Marzenia się spełniają, czyli jak spotkać skoczka

  • 2011-07-28 21:34

Miniony weekend był bardzo udany dla polskich skoczków narciarskich, ale był także szczególnym wydarzeniem dla części polskich kibiców. Była bowiem na skoczni w Zakopenem grupa dopingującej młodzieży i dzieci, które pokonały blisko 650 kilometrów, by spotkać się z naszymi Reprezentantami. Dosłownie "spotkać się", gdyż nazajutrz po konkursie czterech Reprezentantów Polski wybrało się na spotkanie z małymi goścmi z Więcborka. Ale po kolei.

W dniu 25 listopada 2010 została ogłoszona akcja społeczna pod nazwą "Daj się zaskoczyć", której założeniem było wsparcie pieniężne wybranej na drodze konkursu placówki edukacyjnej lub wychowawczo-opiekuńczej. Patronat nad akcją i rolę fundatora nagrody w wysokości 5.000 zł objęła firma Wagraf - od lat sponsor skoków narciarskich - obecnie wspierający utalentowanych polskich skoczków, w tym sześciu kadrowiczów (bracia Miętus, bracia Kot, Dawid Kubacki, Andrzej Zapotoczny).

Do wspomnianego konkursu swoje zgłoszenia przysłało aż 88 placówek z całego kraju.
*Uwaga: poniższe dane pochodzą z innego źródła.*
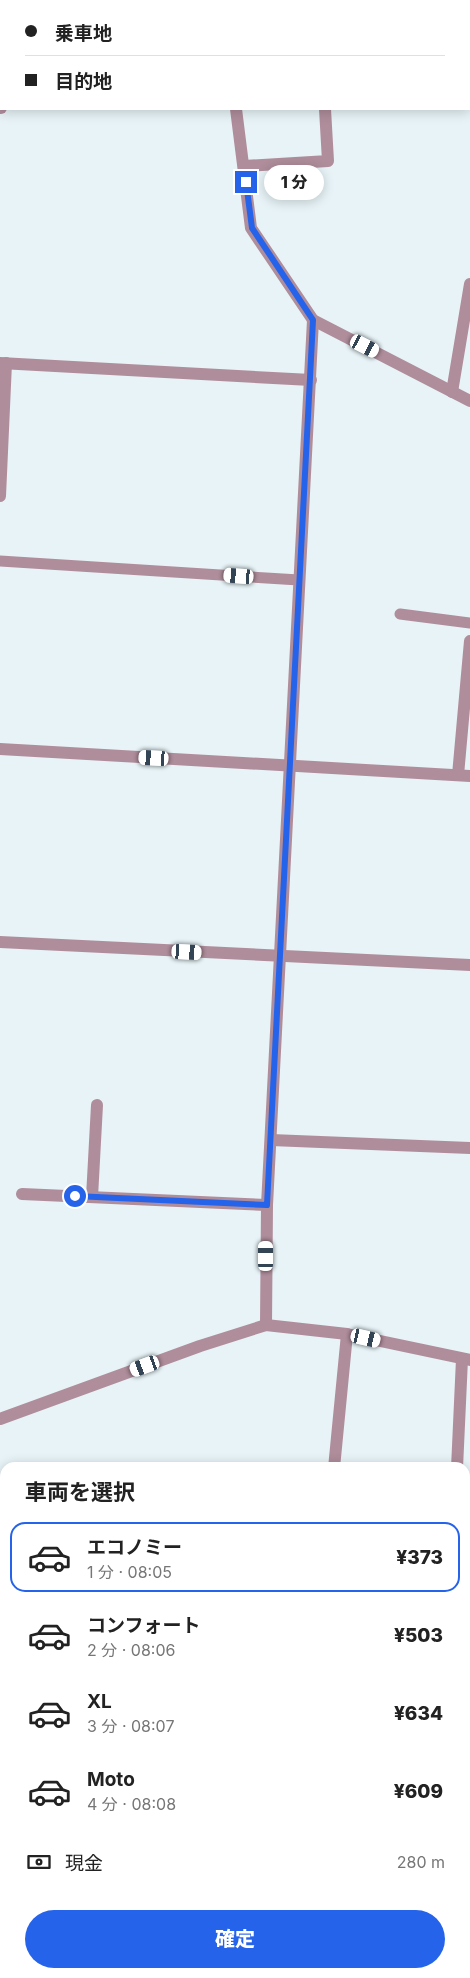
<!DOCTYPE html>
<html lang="ja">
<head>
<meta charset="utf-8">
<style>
	body { margin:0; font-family:Inter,"Noto Sans JP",sans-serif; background:#f2f2f2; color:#222; height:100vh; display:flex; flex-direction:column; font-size:19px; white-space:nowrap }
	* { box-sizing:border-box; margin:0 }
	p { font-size:16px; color:#767676 }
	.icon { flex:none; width:28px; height:28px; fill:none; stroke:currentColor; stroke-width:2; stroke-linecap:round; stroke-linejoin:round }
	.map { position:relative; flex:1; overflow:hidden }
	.details { position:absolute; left:0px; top:1462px; width:470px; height:516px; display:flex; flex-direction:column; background:#fff; border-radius:15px 15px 0 0; box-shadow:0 2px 12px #0003 }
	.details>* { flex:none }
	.top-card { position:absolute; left:0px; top:0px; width:470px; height:110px; box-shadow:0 2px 12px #0003; display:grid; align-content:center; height:110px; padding:0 25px; background:#fff }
	.end { position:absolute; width:22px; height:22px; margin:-11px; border:6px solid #2563eb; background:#fff; box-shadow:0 0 0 2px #fff }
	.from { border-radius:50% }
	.bubble { position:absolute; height:35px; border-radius:18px; background:#fff; box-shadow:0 2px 12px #0003; font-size:16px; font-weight:800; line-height:35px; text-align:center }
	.car { position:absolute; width:15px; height:30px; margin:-15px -8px; border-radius:6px; box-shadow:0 0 4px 1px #0007; background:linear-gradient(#fff 24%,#345 0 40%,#fff 0 76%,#345 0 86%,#fff 0) }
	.top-card b { display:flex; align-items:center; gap:18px; height:48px; font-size:19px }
	.top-card b+b { border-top:1px solid #e0e0e0 }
	.top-card i { width:12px; height:12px; background:#222 }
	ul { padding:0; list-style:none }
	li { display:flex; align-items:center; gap:15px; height:70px; margin:0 10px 8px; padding:0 15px; border:2px solid transparent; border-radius:15px }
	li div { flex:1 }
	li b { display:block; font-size:19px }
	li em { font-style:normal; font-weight:800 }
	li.current { border-color:#2563eb }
	li>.icon { width:45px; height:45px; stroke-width:1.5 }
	h2 { padding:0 25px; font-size:22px; line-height:60px }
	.pay { display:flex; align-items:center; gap:12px; height:55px; padding:0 25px; font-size:19px }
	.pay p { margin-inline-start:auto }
	.action { display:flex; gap:10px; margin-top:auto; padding:10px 25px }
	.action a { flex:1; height:58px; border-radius:30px; background:#2563eb; color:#fff; font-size:20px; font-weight:800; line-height:58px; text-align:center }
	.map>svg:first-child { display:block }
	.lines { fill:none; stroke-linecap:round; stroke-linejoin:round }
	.path { stroke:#7e8689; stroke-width:3; stroke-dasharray:4 4; stroke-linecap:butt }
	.service { stroke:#af8d9b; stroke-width:11 }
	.minor { stroke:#af8d9b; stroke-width:12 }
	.route { stroke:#2563eb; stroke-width:6 }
</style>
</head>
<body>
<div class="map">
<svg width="470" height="1978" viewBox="0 0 470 1978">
	<rect width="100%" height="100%" fill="#e7f3f7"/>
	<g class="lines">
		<g class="path">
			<path d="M0 1617 5 1627"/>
			<path d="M4 1978 11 1974"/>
		</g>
		<g class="service">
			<path d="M0 561 299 580"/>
			<path d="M400 614 470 623"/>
			<path d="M411 1978 412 1974"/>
		</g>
		<g class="minor">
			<path d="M221 0V1"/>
			<path d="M319 0V1"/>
			<path d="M411 1V0"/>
			<path d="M0 108H1"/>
			<path d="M236 109 251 228 313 320 470 401"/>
			<path d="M244 166 328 161 325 109"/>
			<path d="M0 363 311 380"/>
			<path d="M452 392 470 284"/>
			<path d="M0 496 6 363"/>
			<path d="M0 749 470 776"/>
			<path d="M458 775 470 641"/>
			<path d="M0 942 470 965"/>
			<path d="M271 1140 470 1148"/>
			<path d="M22 1194 267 1205"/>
			<path d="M92 1197 97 1105"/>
			<path d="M266 1325 267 1205 313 320"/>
			<path d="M0 1419 200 1346 266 1325 347 1334 470 1360"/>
			<path d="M334 1468 347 1334"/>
			<path d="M457 1468 462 1359"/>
			<path d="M465 1559 470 1575"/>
			<path d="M1 1837 5 1841"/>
			<path d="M465 1859 470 1858"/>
			<path d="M465 1895 470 1899"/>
			<path d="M147 1974 152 1978"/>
			<path d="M223 1978 227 1974"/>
		</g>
	</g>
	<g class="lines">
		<path class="route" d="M75 1196 267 1205 313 320 252 228 246 182"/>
	</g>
</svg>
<i class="end from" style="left:75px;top:1196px"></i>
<i class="end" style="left:246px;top:182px"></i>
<div class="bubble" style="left:264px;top:165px;width:60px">1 分</div>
<i class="car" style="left:365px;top:346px;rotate:117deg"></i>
<i class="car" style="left:239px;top:576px;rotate:274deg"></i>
<i class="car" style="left:154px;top:758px;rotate:273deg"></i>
<i class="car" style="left:187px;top:952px;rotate:93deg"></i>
<i class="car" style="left:266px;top:1256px;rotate:0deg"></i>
<i class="car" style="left:366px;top:1338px;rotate:103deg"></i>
<i class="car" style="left:145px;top:1366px;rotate:250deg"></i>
<div class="top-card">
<b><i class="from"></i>乗車地</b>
<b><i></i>目的地</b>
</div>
<section class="details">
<h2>車両を選択</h2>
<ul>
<li class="current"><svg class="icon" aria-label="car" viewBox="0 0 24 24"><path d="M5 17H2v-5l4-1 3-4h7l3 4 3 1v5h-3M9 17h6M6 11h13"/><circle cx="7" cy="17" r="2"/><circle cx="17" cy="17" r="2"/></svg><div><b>エコノミー</b><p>1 分 · 08:05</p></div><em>¥373</em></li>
<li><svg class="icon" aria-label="car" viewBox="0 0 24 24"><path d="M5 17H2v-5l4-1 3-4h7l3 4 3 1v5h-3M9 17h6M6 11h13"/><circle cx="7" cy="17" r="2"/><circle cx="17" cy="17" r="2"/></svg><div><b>コンフォート</b><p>2 分 · 08:06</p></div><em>¥503</em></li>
<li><svg class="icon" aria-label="car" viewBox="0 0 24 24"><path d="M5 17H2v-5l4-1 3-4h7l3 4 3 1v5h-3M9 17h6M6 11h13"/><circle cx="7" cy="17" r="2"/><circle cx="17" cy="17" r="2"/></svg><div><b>XL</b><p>3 分 · 08:07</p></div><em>¥634</em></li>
<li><svg class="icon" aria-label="car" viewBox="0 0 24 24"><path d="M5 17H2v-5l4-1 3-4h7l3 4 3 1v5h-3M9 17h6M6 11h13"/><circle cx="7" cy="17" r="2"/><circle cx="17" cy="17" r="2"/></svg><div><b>Moto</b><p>4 分 · 08:08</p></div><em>¥609</em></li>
</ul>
<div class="pay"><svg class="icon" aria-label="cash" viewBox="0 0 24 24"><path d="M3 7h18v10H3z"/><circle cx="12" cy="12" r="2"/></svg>現金<p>280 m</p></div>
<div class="action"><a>確定</a></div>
</section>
</div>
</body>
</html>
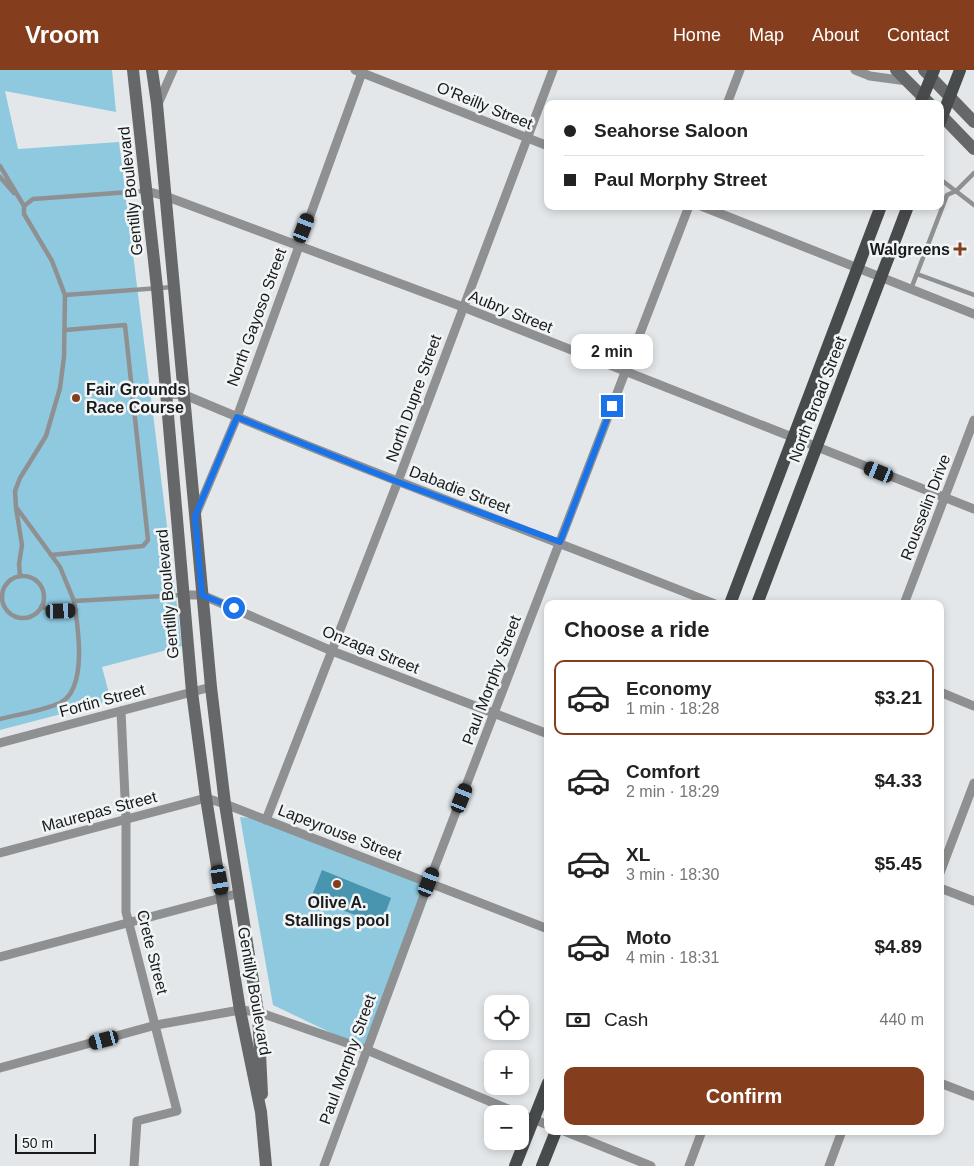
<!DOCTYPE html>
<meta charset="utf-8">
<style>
body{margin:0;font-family:Helvetica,sans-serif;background:#f2f2f2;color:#222;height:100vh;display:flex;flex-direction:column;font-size:19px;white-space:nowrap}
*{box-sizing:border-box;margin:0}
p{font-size:16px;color:#767676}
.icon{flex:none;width:28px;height:28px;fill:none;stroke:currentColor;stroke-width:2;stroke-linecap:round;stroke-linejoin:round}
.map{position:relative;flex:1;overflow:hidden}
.panel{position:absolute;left:544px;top:530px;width:400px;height:535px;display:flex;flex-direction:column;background:#fff;border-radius:10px;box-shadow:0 2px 8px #0003}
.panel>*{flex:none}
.hud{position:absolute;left:544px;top:30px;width:400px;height:110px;border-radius:10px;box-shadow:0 2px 8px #0003;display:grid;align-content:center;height:110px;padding:0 20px;background:#fff}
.buttons{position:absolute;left:484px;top:925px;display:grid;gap:10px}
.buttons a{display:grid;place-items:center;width:45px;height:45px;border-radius:10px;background:#fff;box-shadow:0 2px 8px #0003;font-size:25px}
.scale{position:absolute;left:15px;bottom:12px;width:81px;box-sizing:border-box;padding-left:5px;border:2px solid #191a1b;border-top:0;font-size:14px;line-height:18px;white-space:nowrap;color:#191a1b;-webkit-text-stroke:4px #f1f5f6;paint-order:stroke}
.end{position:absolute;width:22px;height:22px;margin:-11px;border:6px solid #1a73e8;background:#fff;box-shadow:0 0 0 2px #fff}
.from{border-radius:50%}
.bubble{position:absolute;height:35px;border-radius:10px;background:#fff;box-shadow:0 2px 8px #0003;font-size:16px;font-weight:600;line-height:35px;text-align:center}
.car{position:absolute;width:15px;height:30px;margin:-15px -8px;border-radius:6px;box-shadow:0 0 4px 1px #0007;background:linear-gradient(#222 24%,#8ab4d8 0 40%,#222 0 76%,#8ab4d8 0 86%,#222 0)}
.hud b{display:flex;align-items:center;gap:18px;height:48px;font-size:19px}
.hud b+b{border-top:1px solid #e0e0e0}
.hud i{width:12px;height:12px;background:#222}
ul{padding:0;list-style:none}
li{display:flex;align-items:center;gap:15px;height:75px;margin:0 10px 8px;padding:0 10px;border:2px solid transparent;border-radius:10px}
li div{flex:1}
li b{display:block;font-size:19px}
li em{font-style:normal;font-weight:600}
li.current{border-color:#853e1d}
li>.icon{width:45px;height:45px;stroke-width:1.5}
h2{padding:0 20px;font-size:22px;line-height:60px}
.pay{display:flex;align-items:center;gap:12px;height:55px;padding:0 20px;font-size:19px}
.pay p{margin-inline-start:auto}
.button{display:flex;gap:10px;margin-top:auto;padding:10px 20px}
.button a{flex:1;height:58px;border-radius:10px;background:#853e1d;color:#fff;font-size:20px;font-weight:600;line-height:58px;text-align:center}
header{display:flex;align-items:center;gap:30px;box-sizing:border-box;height:70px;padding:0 25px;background:#853e1d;color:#fff}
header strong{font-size:24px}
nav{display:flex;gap:28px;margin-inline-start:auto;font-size:18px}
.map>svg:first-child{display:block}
.green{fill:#8ec9e0}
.water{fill:#4994af}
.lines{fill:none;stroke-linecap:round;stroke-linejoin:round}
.lane{stroke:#8f9091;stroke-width:4.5}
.street{stroke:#8f9091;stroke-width:9}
.secondary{stroke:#656768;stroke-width:12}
.primary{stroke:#484b4c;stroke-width:12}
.route{stroke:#1a73e8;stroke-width:6}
.poi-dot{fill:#853e1d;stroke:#f1f5f6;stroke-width:2}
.labels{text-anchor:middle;stroke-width:5;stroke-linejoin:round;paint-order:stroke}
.street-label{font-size:16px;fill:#191a1b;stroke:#f1f5f6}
.poi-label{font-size:16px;font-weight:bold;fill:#191a1b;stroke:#f1f5f6;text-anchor:end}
</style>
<header>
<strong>Vroom</strong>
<nav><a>Home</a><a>Map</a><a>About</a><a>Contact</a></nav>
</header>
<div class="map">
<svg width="974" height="1096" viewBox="0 0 974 1096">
<rect width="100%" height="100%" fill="#e4e7e9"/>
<g class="green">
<path d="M0 0H112L116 42 5 21 18 79 119 72 182 576 102 597 111 631 0 660Z"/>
<path d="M240 747 266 750 429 812 367 980 273 935Z"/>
</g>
<path class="water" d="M322 800 391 828 381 855 311 828Z"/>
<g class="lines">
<g class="lane">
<path d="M0 96 24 136"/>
<path d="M0 107 14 123"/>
<path d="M940 109 974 135"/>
<path d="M917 204 974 225"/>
<path d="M911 219 947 125 956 121 974 103"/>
<path d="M65 225 173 217"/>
<path d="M16 438 22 475 19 494 20 506"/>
<path d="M51 485 143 476 148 470 125 255 65 260"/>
<circle cx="23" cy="527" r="21"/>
<path d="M74 531 60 497 16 437 15 421 20 408 46 366 60 318 64 287 65 225 52 191 24 144V136L33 129 144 121"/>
<path d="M41 537 61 541 76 540"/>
<path d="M0 649C19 644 42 641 60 633 88 619 78 556 74 531L181 525"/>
</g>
<g class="street">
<path d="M355 0 548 76"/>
<path d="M855 0 870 6 907 11"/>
<path d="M158 34 173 0"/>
<path d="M727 34 740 0"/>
<path d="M146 121 165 126 463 237 974 439"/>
<path d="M701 136 974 244"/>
<path d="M167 324 185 325C359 399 538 464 715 534"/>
<path d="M196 444 237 347 363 0"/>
<path d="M183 525H202L332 581 548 664"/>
<path d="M904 534 974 350"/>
<path d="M940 622 974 636"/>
<path d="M121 641 126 749V842L177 1041 137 1051 134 1096"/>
<path d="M0 673 211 617"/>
<path d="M266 750 398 411 553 0"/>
<path d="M0 783 206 728 225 734 548 859"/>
<path d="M940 803 974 713"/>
<path d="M940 818 974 831"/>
<path d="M0 887 240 823"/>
<path d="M0 998 156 955 240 940 258 942 367 980 520 1044"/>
<path d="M940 1013 974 1026"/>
<path d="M520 1044 548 1055"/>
<path d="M564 1061 651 1096"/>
<path d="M324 1096 429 812 689 136"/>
<path d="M689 1096 702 1061"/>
<path d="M829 1096 842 1061"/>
</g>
<g class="secondary">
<path d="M133 0 157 218 192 622 206 728 240 940 261 1042 266 1096"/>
<path d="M152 0 157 34 211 617 225 734 258 942 262 1024"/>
<path d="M896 0 930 34"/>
<path d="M924 0 974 52"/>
<path d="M940 44 974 79"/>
</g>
<g class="primary">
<path d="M920 34 934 0"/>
<path d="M940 52 960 0"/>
<path d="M730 534 881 136"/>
<path d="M757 534 908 136"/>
<path d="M515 1096 548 1013"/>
<path d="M542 1096 556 1061"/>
</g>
</g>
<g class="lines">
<path class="route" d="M234 538 202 525 195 446 237 347 398 412 560 472 612 336"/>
</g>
<g class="poi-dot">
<path d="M957.5 171.5h5v5h5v5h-5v5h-5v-5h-5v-5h5z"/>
<circle cx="76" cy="328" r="5"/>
<circle cx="337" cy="814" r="5"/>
</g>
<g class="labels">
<g class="street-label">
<text transform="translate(485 35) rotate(22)" y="6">O'Reilly Street</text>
<text transform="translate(130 121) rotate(-96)" y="6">Gentilly Boulevard</text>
<text transform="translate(511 241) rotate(22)" y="6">Aubry Street</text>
<text transform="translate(256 247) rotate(-70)" y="6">North Gayoso Street</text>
<text transform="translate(413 328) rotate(-70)" y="6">North Dupre Street</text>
<text transform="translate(817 329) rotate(-69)" y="6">North Broad Street</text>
<text transform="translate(460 419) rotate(21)" y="6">Dabadie Street</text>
<text transform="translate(925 437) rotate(-69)" y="6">Rousselin Drive</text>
<text transform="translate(167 524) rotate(-95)" y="6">Gentilly Boulevard</text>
<text transform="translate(371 579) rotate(22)" y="6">Onzaga Street</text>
<text transform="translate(491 610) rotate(-69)" y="6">Paul Morphy Street</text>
<text transform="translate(102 630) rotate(-15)" y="6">Fortin Street</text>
<text transform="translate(99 741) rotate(-15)" y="6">Maurepas Street</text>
<text transform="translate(340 762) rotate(21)" y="6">Lapeyrouse Street</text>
<text transform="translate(153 882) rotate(76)" y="6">Crete Street</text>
<text transform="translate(255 921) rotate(80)" y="6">Gentilly Boulevard</text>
<text transform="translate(347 989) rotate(-70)" y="6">Paul Morphy Street</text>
</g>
<g class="poi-label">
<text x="950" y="185">Walgreens</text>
<text x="86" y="325" text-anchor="start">Fair Grounds<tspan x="86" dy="18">Race Course</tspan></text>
<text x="337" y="838" text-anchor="middle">Olive A.<tspan x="337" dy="18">Stallings pool</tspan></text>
</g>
</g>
</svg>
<div class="buttons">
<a><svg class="icon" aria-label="locate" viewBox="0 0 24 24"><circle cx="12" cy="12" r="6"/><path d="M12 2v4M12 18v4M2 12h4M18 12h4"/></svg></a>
<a>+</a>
<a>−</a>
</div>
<div class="scale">50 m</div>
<i class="end from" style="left:234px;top:538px"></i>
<i class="end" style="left:612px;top:336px"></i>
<div class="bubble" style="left:571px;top:264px;width:82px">2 min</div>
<i class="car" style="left:304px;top:158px;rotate:21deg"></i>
<i class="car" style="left:879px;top:402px;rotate:292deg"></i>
<i class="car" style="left:61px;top:541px;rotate:88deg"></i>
<i class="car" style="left:462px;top:728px;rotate:22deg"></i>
<i class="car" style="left:220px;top:810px;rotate:170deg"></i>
<i class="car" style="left:429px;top:812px;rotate:21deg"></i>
<i class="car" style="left:104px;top:970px;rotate:255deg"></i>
<div class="hud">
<b><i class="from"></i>Seahorse Saloon</b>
<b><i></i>Paul Morphy Street</b>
</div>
<section class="panel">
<h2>Choose a ride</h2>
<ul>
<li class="current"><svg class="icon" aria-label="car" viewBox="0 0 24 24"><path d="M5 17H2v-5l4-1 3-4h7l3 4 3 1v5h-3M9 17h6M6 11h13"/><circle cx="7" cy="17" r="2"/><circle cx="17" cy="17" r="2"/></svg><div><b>Economy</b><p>1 min · 18:28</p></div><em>$3.21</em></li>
<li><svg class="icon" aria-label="car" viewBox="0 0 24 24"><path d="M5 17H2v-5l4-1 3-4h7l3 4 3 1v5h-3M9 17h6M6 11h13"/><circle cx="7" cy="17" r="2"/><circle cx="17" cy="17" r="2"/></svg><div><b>Comfort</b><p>2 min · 18:29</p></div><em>$4.33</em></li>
<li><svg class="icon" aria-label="car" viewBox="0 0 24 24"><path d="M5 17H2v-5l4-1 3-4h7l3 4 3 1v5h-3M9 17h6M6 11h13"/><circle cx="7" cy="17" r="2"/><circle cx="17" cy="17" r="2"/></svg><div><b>XL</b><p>3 min · 18:30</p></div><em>$5.45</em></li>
<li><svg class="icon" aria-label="car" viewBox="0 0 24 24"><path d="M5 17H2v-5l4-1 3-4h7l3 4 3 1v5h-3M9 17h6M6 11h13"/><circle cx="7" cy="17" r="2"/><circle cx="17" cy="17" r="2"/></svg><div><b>Moto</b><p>4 min · 18:31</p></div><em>$4.89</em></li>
</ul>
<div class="pay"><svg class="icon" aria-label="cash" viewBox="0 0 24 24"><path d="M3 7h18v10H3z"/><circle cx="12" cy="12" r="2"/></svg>Cash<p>440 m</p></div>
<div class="button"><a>Confirm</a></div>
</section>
</div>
Wybrana została ta jedna - Placówka Wychowawczo-Opiekuńcza z Więcborka (niedaleko Bydgoszczy). We wniosku, który należało złożyć w ramach akcji wpisano, że grupa 15 dzieci - wychowanków placówki ma marzenie, by zobaczyć polskie góry, by znaleźć się na skoczni narciarskiej i kibicować polskim skoczkom i wreszcie - by poznać polskich skoczków narciarskich. Okazało się, że marzenia się spełniają i wspomnianą kwotą 5.000 zł zostały dofinansowane: 7-dniowy pobyt dzieci w Zakopanem i podróż z odległego Więcborka.

I jeśli ktoś uważnie śledził relację telewizyjną z Wielkiej Krokwi minionego weekendu, to bez trudu przypomni sobie biało-czerwono przywdzianych - kilku i kilkunastoletnich kibiców z Więcborka, trzymających wielką flagę właśnie z nazwą swojej miejscowości. To niezapomniane przeżycie spotęgowane zostało jeszcze w niedzielę (24.07) dzień po zawodach, kiedy to czterech Reprezentantów Polski (Krzysiek i Grzesiek Miętus, Dawid Kubacki, Andrzej Zapotoczny) odwiedziło dzieci w ich ośrodku wypoczynkowym w Murzasichlu! Wspólny grill, niekończące się pytania od dzieci, autografy i wspólne zdjęcia - tak miło było tego popołudnia. Dzieci otrzymały wtedy od skoczków prezenty, a także symboliczny czek na kwotę 5.000 zł, którego pokrycie ufundowała wspomniana firma Wagraf. Wielkie marzenie zostało spełnione i jak podkreślają zawodnicy Wagraf Teamu - wspomniane spotkanie było bardzo miłym przeżyciem i cieszą się, że mogli podzielić się swoimi sportowymi doświadczeniami z młodymi wychowankami placówki z Więcborka.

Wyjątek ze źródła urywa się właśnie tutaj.